ASSIGNMENT:
Images are to be left out; everything else in the listing should be repeated exactly.

——————

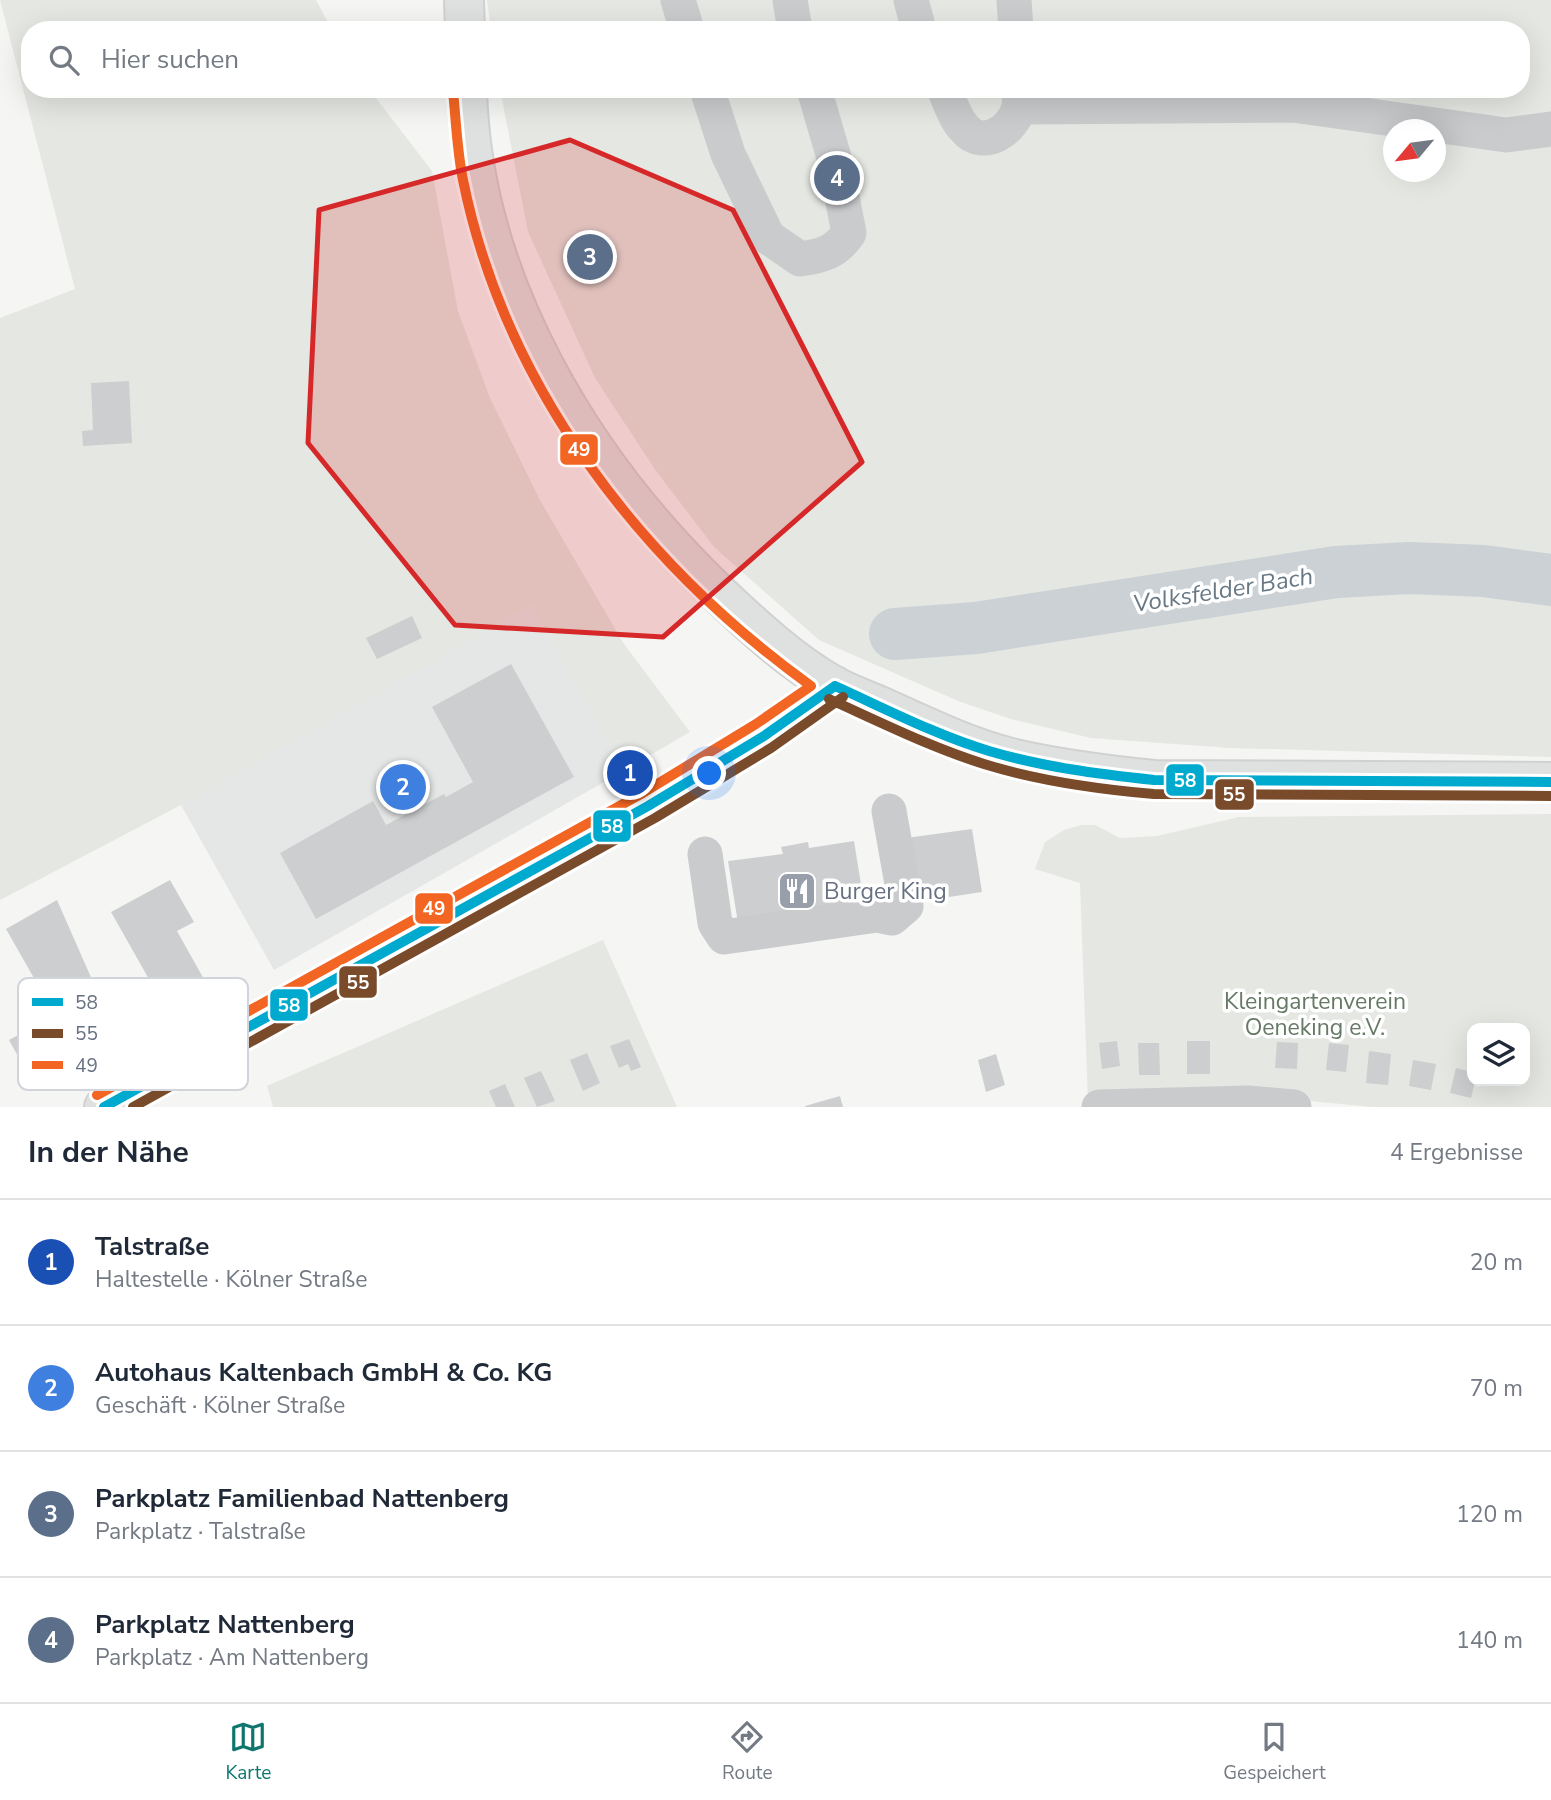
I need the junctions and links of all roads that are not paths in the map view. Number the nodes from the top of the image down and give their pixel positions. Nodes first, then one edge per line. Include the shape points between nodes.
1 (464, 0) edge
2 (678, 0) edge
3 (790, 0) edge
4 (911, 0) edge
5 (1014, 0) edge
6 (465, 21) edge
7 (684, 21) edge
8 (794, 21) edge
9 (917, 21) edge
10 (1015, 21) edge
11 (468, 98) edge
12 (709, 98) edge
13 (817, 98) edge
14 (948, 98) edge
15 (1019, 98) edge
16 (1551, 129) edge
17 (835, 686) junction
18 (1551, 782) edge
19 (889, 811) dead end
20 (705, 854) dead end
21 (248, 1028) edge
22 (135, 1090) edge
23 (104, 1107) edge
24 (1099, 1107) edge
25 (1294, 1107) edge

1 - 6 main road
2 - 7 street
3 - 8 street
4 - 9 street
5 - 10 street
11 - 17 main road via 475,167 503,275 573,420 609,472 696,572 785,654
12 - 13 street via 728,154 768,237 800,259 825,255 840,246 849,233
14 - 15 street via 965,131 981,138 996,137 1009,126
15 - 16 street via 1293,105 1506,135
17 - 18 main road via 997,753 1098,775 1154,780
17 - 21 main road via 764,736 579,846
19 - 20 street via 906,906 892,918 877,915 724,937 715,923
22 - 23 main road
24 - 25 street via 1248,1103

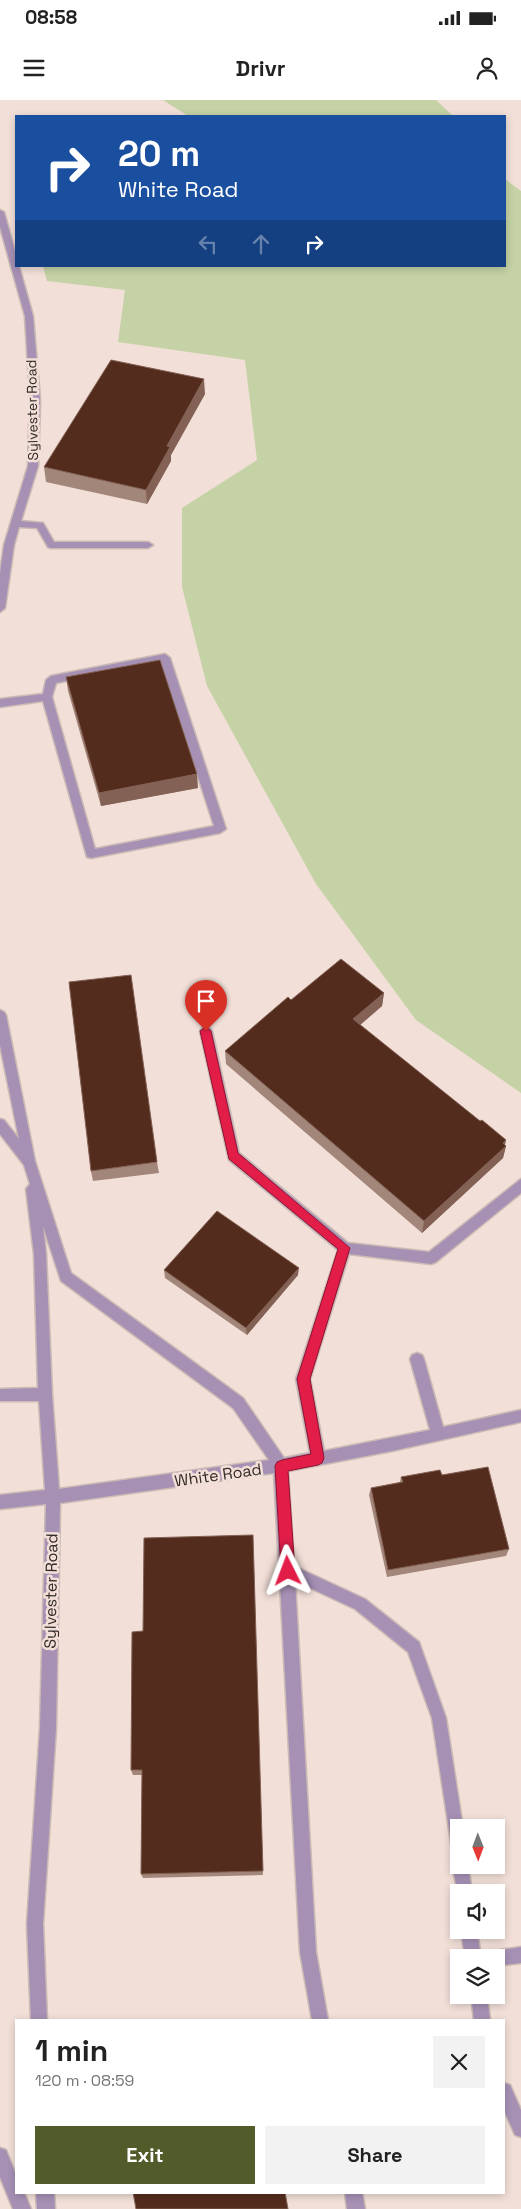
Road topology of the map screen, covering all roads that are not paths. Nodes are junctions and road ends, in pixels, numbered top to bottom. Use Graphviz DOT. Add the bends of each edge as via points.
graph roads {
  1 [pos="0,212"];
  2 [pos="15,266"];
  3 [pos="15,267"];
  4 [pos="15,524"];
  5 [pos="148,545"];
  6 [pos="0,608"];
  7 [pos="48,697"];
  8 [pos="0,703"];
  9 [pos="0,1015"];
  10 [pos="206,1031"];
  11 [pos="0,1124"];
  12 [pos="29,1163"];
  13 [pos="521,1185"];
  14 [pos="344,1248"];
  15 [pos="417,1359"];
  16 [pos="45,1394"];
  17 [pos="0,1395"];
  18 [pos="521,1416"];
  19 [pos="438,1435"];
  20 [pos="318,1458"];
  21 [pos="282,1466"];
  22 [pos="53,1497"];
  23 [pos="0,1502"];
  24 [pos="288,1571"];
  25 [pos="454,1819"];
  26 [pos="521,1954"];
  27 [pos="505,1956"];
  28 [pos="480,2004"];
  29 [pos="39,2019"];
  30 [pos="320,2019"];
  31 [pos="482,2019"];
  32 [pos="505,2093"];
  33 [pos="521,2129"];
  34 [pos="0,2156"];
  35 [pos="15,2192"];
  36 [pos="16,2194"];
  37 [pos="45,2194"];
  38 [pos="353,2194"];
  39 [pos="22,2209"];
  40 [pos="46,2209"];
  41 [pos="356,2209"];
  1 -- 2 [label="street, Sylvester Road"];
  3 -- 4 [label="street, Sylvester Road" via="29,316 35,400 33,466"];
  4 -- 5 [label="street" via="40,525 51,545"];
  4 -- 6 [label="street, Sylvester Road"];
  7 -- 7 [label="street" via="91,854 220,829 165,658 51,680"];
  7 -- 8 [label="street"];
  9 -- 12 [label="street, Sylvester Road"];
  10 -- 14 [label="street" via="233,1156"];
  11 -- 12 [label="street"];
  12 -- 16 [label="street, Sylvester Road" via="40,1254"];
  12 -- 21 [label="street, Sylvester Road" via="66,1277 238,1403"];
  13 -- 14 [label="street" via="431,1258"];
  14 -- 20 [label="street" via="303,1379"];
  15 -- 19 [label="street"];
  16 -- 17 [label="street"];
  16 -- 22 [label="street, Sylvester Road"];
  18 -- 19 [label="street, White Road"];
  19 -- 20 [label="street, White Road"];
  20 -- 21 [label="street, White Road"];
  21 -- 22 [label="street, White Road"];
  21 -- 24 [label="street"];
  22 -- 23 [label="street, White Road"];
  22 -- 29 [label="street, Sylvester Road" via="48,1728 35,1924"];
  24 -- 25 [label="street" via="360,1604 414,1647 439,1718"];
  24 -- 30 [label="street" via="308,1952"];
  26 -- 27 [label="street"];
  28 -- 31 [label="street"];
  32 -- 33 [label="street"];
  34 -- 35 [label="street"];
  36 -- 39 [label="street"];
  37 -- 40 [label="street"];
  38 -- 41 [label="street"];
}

——————

COMPLETED TASK:
I need the junctions and links of all roads that are not paths in the map view. Number the nodes from the top of the image down and give their pixel positions. Nodes first, then one edge per line. Include the shape points between nodes.
1 (464, 0) edge
2 (678, 0) edge
3 (790, 0) edge
4 (911, 0) edge
5 (1014, 0) edge
6 (465, 21) edge
7 (684, 21) edge
8 (794, 21) edge
9 (917, 21) edge
10 (1015, 21) edge
11 (468, 98) edge
12 (709, 98) edge
13 (817, 98) edge
14 (948, 98) edge
15 (1019, 98) edge
16 (1551, 129) edge
17 (835, 686) junction
18 (1551, 782) edge
19 (889, 811) dead end
20 (705, 854) dead end
21 (248, 1028) edge
22 (135, 1090) edge
23 (104, 1107) edge
24 (1099, 1107) edge
25 (1294, 1107) edge

1 - 6 main road
2 - 7 street
3 - 8 street
4 - 9 street
5 - 10 street
11 - 17 main road via 475,167 503,275 573,420 609,472 696,572 785,654
12 - 13 street via 728,154 768,237 800,259 825,255 840,246 849,233
14 - 15 street via 965,131 981,138 996,137 1009,126
15 - 16 street via 1293,105 1506,135
17 - 18 main road via 997,753 1098,775 1154,780
17 - 21 main road via 764,736 579,846
19 - 20 street via 906,906 892,918 877,915 724,937 715,923
22 - 23 main road
24 - 25 street via 1248,1103

Road topology of the map screen, covering all roads that are not paths. Nodes are junctions and road ends, in pixels, numbered top to bottom. Use Graphviz DOT. Add the bends of each edge as via points.
graph roads {
  1 [pos="0,212"];
  2 [pos="15,266"];
  3 [pos="15,267"];
  4 [pos="15,524"];
  5 [pos="148,545"];
  6 [pos="0,608"];
  7 [pos="48,697"];
  8 [pos="0,703"];
  9 [pos="0,1015"];
  10 [pos="206,1031"];
  11 [pos="0,1124"];
  12 [pos="29,1163"];
  13 [pos="521,1185"];
  14 [pos="344,1248"];
  15 [pos="417,1359"];
  16 [pos="45,1394"];
  17 [pos="0,1395"];
  18 [pos="521,1416"];
  19 [pos="438,1435"];
  20 [pos="318,1458"];
  21 [pos="282,1466"];
  22 [pos="53,1497"];
  23 [pos="0,1502"];
  24 [pos="288,1571"];
  25 [pos="454,1819"];
  26 [pos="521,1954"];
  27 [pos="505,1956"];
  28 [pos="480,2004"];
  29 [pos="39,2019"];
  30 [pos="320,2019"];
  31 [pos="482,2019"];
  32 [pos="505,2093"];
  33 [pos="521,2129"];
  34 [pos="0,2156"];
  35 [pos="15,2192"];
  36 [pos="16,2194"];
  37 [pos="45,2194"];
  38 [pos="353,2194"];
  39 [pos="22,2209"];
  40 [pos="46,2209"];
  41 [pos="356,2209"];
  1 -- 2 [label="street, Sylvester Road"];
  3 -- 4 [label="street, Sylvester Road" via="29,316 35,400 33,466"];
  4 -- 5 [label="street" via="40,525 51,545"];
  4 -- 6 [label="street, Sylvester Road"];
  7 -- 7 [label="street" via="91,854 220,829 165,658 51,680"];
  7 -- 8 [label="street"];
  9 -- 12 [label="street, Sylvester Road"];
  10 -- 14 [label="street" via="233,1156"];
  11 -- 12 [label="street"];
  12 -- 16 [label="street, Sylvester Road" via="40,1254"];
  12 -- 21 [label="street, Sylvester Road" via="66,1277 238,1403"];
  13 -- 14 [label="street" via="431,1258"];
  14 -- 20 [label="street" via="303,1379"];
  15 -- 19 [label="street"];
  16 -- 17 [label="street"];
  16 -- 22 [label="street, Sylvester Road"];
  18 -- 19 [label="street, White Road"];
  19 -- 20 [label="street, White Road"];
  20 -- 21 [label="street, White Road"];
  21 -- 22 [label="street, White Road"];
  21 -- 24 [label="street"];
  22 -- 23 [label="street, White Road"];
  22 -- 29 [label="street, Sylvester Road" via="48,1728 35,1924"];
  24 -- 25 [label="street" via="360,1604 414,1647 439,1718"];
  24 -- 30 [label="street" via="308,1952"];
  26 -- 27 [label="street"];
  28 -- 31 [label="street"];
  32 -- 33 [label="street"];
  34 -- 35 [label="street"];
  36 -- 39 [label="street"];
  37 -- 40 [label="street"];
  38 -- 41 [label="street"];
}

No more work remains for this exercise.